Asked which they considered more important regarding the safety or increased revenue to the town, all four chose safety.

“I would prefer to be safe than rich,” Brewster said.

“At some time the town will stop relying on revenue from the power plant,” Quintal said. “The (spent fuel rods) will be there whether the plant is relicensed or not.”

“If something happens there, you’ll get out, but you won’t come back,” Mahoney said.

“Of course safety takes priority,” Jones said. “But, that license is a license to print money. I don’t think we need consultants to guide us through the process of renegotiating the deal with Entergy.”

They had varying definitions of leadership.

“It’s looking people in the eye and finding out what they need,” Jones said. “I’ve had leadership roles in the Republican Party. Nobody ever gave me anything.”

“You have to have vision,” Brewster said. “A good leader excites people about that vision. I would be a leader who listens and builds consensus.”

“A leader makes decisions for the community as a whole,” Quintal said. “A lot of the time, that’s not an easy thing to do, not a popular thing. I’m always willing to sit with any group of people and I never hold a grudge.”

“I want to be a good leader, not a politician,” Mahoney said. “When I first took office, I got a call from another town official who told me how to vote. I ignored that. I’ve played it straight for three years.”

They had conflicting views on term limits.

“I’d endorse it if it went for everyone in town government,” Quintal said.

“In Plymouth, we don’t need term limits,” Mahoney said.

“I believe you can limit at least one term by voting for Mike Jones," Jones said.

“The people already have that power,” Brewster said.

Kevin Doyle, a Town Meeting representative from Precinct 6, listed the many town boards on which he serves or has served. He asked Jones what town board he has served on.

“The Republican Town Committee,” Jones said.

“And you feel confident running our town having not been on any town committee?” Doyle said.

“Absolutely,” Jones said. “I’ve talked with the people in the neighborhoods.”

Pat McCarthy, a Town Meeting representative from Precinct 5, asked all four if the proposal for car dealerships would come back to Town Meeting and would they support it.

“We will see it come back,” Quintal said. “It will be in a different location. I will support it again.”

“The town should do everything it can to increase revenue,” Jones said. “There’s no evidence it would do harm to the aquifer.”

Jack Lyons of Great Island Pond asked all four what they considered their most significant contribution to the town.

“I went after the Goldenrod Foundation with facts and research,” Brewster said.

“Community service,” Mahoney said. “I coached Little League baseball, was a Town Meeting representative and served on the Advisory and Finance Committee before being elected selectman.”

“Within two years of first taking office, I worked with 11 unions,” Quintal said. “We decreased the town’s share of health insurance. That’s saved the town millions of dollars a year.”

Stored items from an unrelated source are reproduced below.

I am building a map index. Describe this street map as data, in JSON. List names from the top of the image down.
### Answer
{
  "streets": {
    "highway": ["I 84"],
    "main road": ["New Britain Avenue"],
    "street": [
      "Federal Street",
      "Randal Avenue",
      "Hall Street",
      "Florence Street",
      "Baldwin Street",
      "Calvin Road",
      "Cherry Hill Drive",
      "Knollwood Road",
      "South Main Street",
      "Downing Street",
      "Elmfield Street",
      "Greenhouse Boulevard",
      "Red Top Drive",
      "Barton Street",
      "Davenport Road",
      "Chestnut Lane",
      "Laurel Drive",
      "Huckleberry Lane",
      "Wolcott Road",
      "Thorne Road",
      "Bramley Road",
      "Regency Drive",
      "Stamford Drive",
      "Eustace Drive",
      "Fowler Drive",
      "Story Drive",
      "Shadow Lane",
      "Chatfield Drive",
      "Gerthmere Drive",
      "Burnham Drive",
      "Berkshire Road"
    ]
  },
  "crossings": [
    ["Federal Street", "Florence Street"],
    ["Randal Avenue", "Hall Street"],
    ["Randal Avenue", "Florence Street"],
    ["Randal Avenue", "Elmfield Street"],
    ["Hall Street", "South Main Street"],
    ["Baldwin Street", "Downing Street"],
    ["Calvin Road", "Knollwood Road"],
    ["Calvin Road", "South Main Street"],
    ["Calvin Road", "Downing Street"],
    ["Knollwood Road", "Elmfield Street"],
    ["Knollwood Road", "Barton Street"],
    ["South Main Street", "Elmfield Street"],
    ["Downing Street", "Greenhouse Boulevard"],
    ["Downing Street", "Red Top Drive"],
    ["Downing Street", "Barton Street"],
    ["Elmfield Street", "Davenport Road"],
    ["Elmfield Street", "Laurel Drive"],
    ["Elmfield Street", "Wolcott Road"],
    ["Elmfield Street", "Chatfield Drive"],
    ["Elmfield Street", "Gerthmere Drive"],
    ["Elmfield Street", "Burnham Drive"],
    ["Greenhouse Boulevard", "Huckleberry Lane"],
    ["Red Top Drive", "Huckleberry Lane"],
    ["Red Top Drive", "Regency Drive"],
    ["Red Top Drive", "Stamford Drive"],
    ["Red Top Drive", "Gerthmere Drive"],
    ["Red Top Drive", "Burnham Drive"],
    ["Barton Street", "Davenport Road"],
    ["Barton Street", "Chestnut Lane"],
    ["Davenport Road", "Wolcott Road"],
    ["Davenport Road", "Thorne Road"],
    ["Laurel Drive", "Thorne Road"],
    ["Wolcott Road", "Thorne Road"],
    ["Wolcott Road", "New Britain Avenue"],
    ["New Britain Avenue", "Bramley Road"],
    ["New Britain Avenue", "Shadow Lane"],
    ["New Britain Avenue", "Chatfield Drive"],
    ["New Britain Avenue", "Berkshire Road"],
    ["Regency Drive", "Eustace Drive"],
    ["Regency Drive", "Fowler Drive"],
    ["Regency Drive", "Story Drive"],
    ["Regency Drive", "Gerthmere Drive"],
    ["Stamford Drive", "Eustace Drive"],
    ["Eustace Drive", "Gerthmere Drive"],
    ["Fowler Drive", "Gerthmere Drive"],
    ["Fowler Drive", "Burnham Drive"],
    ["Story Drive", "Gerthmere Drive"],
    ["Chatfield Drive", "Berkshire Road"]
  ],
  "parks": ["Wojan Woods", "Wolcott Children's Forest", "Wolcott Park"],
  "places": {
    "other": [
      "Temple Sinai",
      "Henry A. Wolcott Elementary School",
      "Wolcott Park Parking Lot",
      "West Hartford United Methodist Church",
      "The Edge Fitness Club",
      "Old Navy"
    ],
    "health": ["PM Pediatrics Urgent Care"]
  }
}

“Opening a small business,” Jones said.

Brewster has said she's exposed the Goldenrod Foundation not as an environmental conservation group, but as a couple from San Fransisco who own two houses on Plymouth Beach, take income tax deductions for donating to their foundation, don’t pay property taxes and intend to end public access to the beach.

Jones led one of the efforts in recent years to replace the Town Meeting form of government with a mayor and council.

When Mahoney said he knows how people feel in difficult economic times, it’s because he’s had to find a new job twice.

Quintal operates Quintal Brothers Produce, a wholesale company, and established the town’s Sept. 11 memorial.

The town election is this Saturday, May 14.